Every entry should be reproduced word for word.

----- Exercise materials -----

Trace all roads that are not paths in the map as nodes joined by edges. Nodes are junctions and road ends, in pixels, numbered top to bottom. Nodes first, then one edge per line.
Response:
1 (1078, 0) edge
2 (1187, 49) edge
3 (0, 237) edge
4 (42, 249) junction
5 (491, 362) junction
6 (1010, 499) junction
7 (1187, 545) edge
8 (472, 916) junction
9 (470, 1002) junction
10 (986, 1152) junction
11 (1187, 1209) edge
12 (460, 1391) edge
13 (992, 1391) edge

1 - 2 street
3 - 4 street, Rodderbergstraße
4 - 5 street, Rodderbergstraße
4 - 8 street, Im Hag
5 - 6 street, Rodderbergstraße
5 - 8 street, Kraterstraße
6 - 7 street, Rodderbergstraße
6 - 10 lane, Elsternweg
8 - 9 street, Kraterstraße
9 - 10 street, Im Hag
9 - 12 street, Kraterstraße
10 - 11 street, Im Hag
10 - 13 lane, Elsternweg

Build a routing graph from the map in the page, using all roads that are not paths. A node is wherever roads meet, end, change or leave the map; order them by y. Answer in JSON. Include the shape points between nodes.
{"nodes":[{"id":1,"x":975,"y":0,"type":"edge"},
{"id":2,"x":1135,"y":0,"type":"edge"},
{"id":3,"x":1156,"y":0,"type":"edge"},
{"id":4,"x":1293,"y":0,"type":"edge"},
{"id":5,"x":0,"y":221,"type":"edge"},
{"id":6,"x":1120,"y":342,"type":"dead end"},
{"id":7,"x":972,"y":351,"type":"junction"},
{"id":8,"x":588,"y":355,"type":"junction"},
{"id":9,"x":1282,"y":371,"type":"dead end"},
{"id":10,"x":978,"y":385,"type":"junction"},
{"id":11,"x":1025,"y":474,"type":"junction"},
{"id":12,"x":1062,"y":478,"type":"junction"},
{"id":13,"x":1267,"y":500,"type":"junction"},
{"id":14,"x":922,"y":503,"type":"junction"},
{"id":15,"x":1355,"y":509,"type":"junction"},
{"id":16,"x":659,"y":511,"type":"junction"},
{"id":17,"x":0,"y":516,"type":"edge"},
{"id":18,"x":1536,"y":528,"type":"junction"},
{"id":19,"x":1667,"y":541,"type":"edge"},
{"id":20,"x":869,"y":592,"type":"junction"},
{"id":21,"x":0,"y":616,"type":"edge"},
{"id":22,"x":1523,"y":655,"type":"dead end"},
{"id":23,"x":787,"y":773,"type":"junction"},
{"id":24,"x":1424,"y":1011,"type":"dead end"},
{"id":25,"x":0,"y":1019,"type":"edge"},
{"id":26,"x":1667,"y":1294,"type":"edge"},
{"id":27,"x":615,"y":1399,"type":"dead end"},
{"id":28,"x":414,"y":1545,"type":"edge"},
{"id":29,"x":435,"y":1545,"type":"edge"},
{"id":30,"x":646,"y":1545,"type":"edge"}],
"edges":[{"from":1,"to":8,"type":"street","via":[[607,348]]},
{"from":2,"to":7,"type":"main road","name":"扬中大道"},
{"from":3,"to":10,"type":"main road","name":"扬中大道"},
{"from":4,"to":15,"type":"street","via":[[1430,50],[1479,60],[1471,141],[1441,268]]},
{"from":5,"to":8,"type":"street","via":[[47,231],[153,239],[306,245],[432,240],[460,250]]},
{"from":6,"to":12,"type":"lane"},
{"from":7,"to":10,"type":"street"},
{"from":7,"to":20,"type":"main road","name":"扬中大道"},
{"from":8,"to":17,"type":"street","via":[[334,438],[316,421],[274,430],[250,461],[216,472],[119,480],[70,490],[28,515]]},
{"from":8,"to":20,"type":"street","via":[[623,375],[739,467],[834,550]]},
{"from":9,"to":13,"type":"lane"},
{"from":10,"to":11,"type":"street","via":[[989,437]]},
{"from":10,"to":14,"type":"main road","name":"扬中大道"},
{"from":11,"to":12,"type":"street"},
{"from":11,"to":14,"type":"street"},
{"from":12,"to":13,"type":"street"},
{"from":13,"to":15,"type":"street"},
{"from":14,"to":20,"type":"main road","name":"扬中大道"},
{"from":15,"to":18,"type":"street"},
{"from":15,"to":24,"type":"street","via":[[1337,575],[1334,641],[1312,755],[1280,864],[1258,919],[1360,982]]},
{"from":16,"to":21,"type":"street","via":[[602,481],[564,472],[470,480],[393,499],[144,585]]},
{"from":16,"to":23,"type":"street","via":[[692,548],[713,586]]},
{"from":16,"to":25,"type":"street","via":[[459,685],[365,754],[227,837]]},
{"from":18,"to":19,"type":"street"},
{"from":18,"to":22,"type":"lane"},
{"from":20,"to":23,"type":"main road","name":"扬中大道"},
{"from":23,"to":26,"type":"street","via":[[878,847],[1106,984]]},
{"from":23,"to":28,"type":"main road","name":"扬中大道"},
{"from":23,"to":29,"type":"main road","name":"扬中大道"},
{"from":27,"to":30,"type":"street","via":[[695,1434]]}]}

-----

__Reply to the exercise__
Trace all roads that are not paths in the map as nodes joined by edges. Nodes are junctions and road ends, in pixels, numbered top to bottom. Nodes first, then one edge per line.
Response:
1 (1078, 0) edge
2 (1187, 49) edge
3 (0, 237) edge
4 (42, 249) junction
5 (491, 362) junction
6 (1010, 499) junction
7 (1187, 545) edge
8 (472, 916) junction
9 (470, 1002) junction
10 (986, 1152) junction
11 (1187, 1209) edge
12 (460, 1391) edge
13 (992, 1391) edge

1 - 2 street
3 - 4 street, Rodderbergstraße
4 - 5 street, Rodderbergstraße
4 - 8 street, Im Hag
5 - 6 street, Rodderbergstraße
5 - 8 street, Kraterstraße
6 - 7 street, Rodderbergstraße
6 - 10 lane, Elsternweg
8 - 9 street, Kraterstraße
9 - 10 street, Im Hag
9 - 12 street, Kraterstraße
10 - 11 street, Im Hag
10 - 13 lane, Elsternweg

Build a routing graph from the map in the page, using all roads that are not paths. A node is wherever roads meet, end, change or leave the map; order them by y. Answer in JSON. Include the shape points between nodes.
{"nodes":[{"id":1,"x":975,"y":0,"type":"edge"},
{"id":2,"x":1135,"y":0,"type":"edge"},
{"id":3,"x":1156,"y":0,"type":"edge"},
{"id":4,"x":1293,"y":0,"type":"edge"},
{"id":5,"x":0,"y":221,"type":"edge"},
{"id":6,"x":1120,"y":342,"type":"dead end"},
{"id":7,"x":972,"y":351,"type":"junction"},
{"id":8,"x":588,"y":355,"type":"junction"},
{"id":9,"x":1282,"y":371,"type":"dead end"},
{"id":10,"x":978,"y":385,"type":"junction"},
{"id":11,"x":1025,"y":474,"type":"junction"},
{"id":12,"x":1062,"y":478,"type":"junction"},
{"id":13,"x":1267,"y":500,"type":"junction"},
{"id":14,"x":922,"y":503,"type":"junction"},
{"id":15,"x":1355,"y":509,"type":"junction"},
{"id":16,"x":659,"y":511,"type":"junction"},
{"id":17,"x":0,"y":516,"type":"edge"},
{"id":18,"x":1536,"y":528,"type":"junction"},
{"id":19,"x":1667,"y":541,"type":"edge"},
{"id":20,"x":869,"y":592,"type":"junction"},
{"id":21,"x":0,"y":616,"type":"edge"},
{"id":22,"x":1523,"y":655,"type":"dead end"},
{"id":23,"x":787,"y":773,"type":"junction"},
{"id":24,"x":1424,"y":1011,"type":"dead end"},
{"id":25,"x":0,"y":1019,"type":"edge"},
{"id":26,"x":1667,"y":1294,"type":"edge"},
{"id":27,"x":615,"y":1399,"type":"dead end"},
{"id":28,"x":414,"y":1545,"type":"edge"},
{"id":29,"x":435,"y":1545,"type":"edge"},
{"id":30,"x":646,"y":1545,"type":"edge"}],
"edges":[{"from":1,"to":8,"type":"street","via":[[607,348]]},
{"from":2,"to":7,"type":"main road","name":"扬中大道"},
{"from":3,"to":10,"type":"main road","name":"扬中大道"},
{"from":4,"to":15,"type":"street","via":[[1430,50],[1479,60],[1471,141],[1441,268]]},
{"from":5,"to":8,"type":"street","via":[[47,231],[153,239],[306,245],[432,240],[460,250]]},
{"from":6,"to":12,"type":"lane"},
{"from":7,"to":10,"type":"street"},
{"from":7,"to":20,"type":"main road","name":"扬中大道"},
{"from":8,"to":17,"type":"street","via":[[334,438],[316,421],[274,430],[250,461],[216,472],[119,480],[70,490],[28,515]]},
{"from":8,"to":20,"type":"street","via":[[623,375],[739,467],[834,550]]},
{"from":9,"to":13,"type":"lane"},
{"from":10,"to":11,"type":"street","via":[[989,437]]},
{"from":10,"to":14,"type":"main road","name":"扬中大道"},
{"from":11,"to":12,"type":"street"},
{"from":11,"to":14,"type":"street"},
{"from":12,"to":13,"type":"street"},
{"from":13,"to":15,"type":"street"},
{"from":14,"to":20,"type":"main road","name":"扬中大道"},
{"from":15,"to":18,"type":"street"},
{"from":15,"to":24,"type":"street","via":[[1337,575],[1334,641],[1312,755],[1280,864],[1258,919],[1360,982]]},
{"from":16,"to":21,"type":"street","via":[[602,481],[564,472],[470,480],[393,499],[144,585]]},
{"from":16,"to":23,"type":"street","via":[[692,548],[713,586]]},
{"from":16,"to":25,"type":"street","via":[[459,685],[365,754],[227,837]]},
{"from":18,"to":19,"type":"street"},
{"from":18,"to":22,"type":"lane"},
{"from":20,"to":23,"type":"main road","name":"扬中大道"},
{"from":23,"to":26,"type":"street","via":[[878,847],[1106,984]]},
{"from":23,"to":28,"type":"main road","name":"扬中大道"},
{"from":23,"to":29,"type":"main road","name":"扬中大道"},
{"from":27,"to":30,"type":"street","via":[[695,1434]]}]}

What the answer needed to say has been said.